Effects of fluorination on in-vitro metabolism and biological activity of N-nitrosodialkylamines.

Substitution of N-nitrosodialkylamines with fluorine at specific sites inhibits oxidative metabolism at the respective carbon atoms. The results of in-vitro metabolism studies with N-nitrosodiethylamine (NDEA), N-nitrosodibutylamine (NDBA) and their fluorinated analogues, N-nitroso-2,2,2-trifluoroethyl-ethylamine (NDEA-F3), N-nitroso-bis(2,2,2-trifluoroethyl)amine (NDEA-F6), N-nitroso-4,4,4-trifluorobutyl-butylamine (NDBA-F3), N-nitroso-bis(4,4,4-trifluo-robutyl)amine (NDBA-F6) and N-nitroso-bis(2,2,3,3,4,4,4-heptafluorobutyl)amine (NDBA-F14), showed effects of fluorination on biotransformation which can explain results of carcinogenicity and mutagenicity experiments; NDEA-F6 and NDBA-F14 were practically not metabolized by microsomal fractions, even though no decrease in binding affinity to cytochrome P450 was observed.

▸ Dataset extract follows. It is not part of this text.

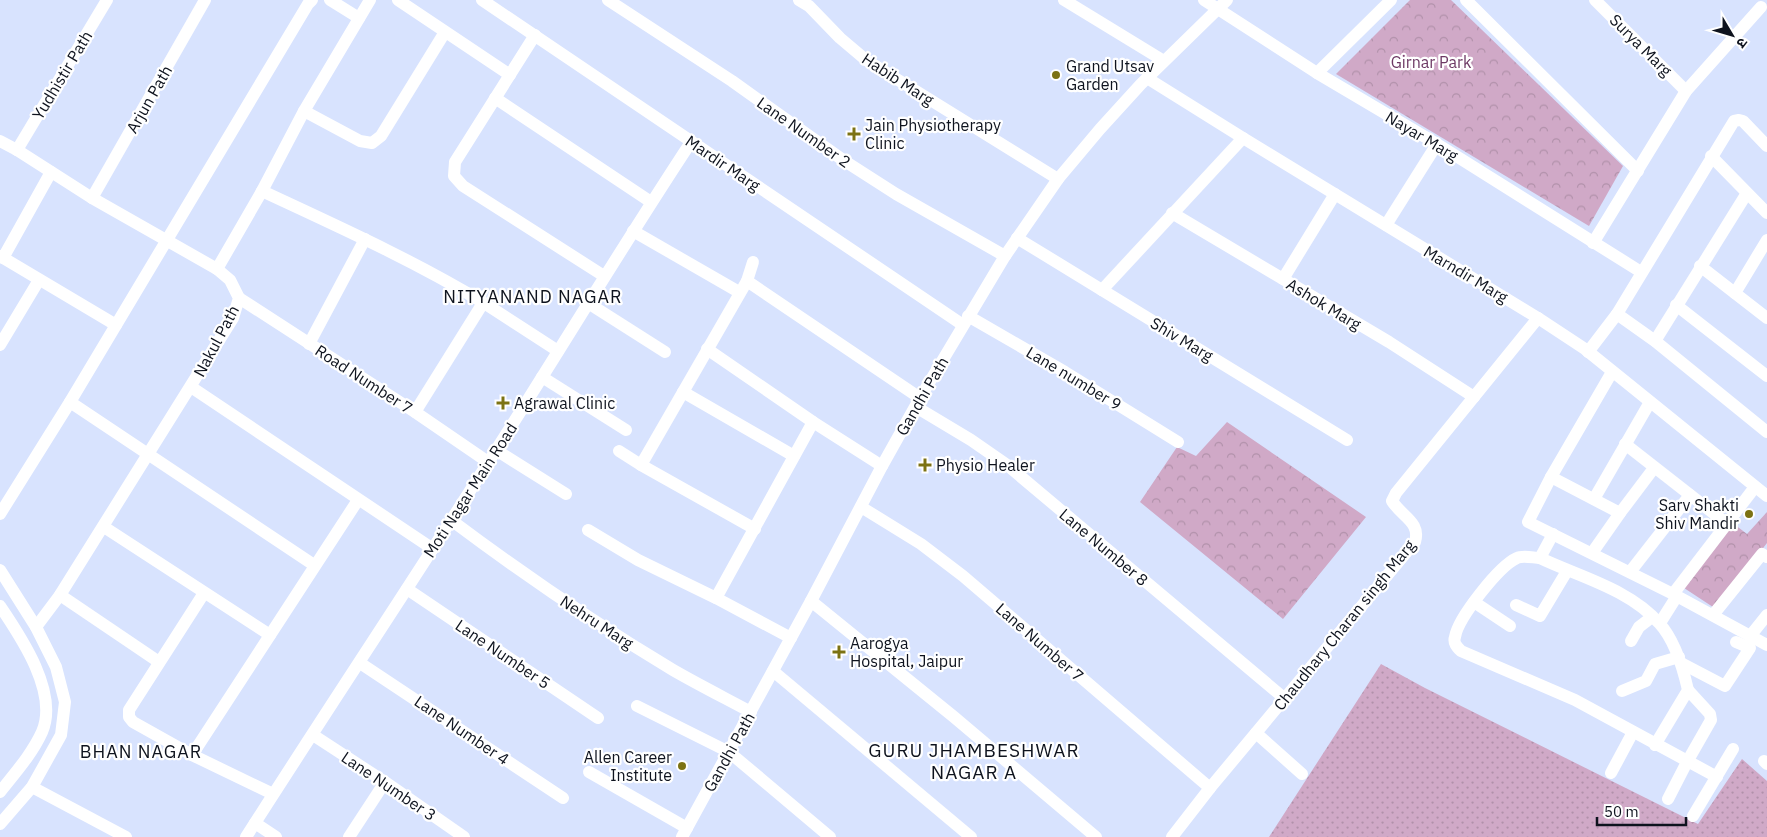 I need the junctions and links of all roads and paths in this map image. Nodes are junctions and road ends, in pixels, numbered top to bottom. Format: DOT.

Both compounds were not biologically active and were exhaled unchanged in high proportions after oral administration to the rat. Biologically active analogues, NDEA, NDBA, NDBA-F3 and NDBA-F6, were found to be dealkylated at the unfluorinated alkyl chains and, to a lesser extent, at the omega-fluorinated alkyl chains. Detection of corresponding alcohols as hydrolysis products confirmed the generation of electrophilic intermediates by alpha-C-hydroxylation. However, trifluorethanol was detected only in very small proportions from dealkylation of NDEA-F3, although dealkylation occurred almost exclusively at the unfluorinated site.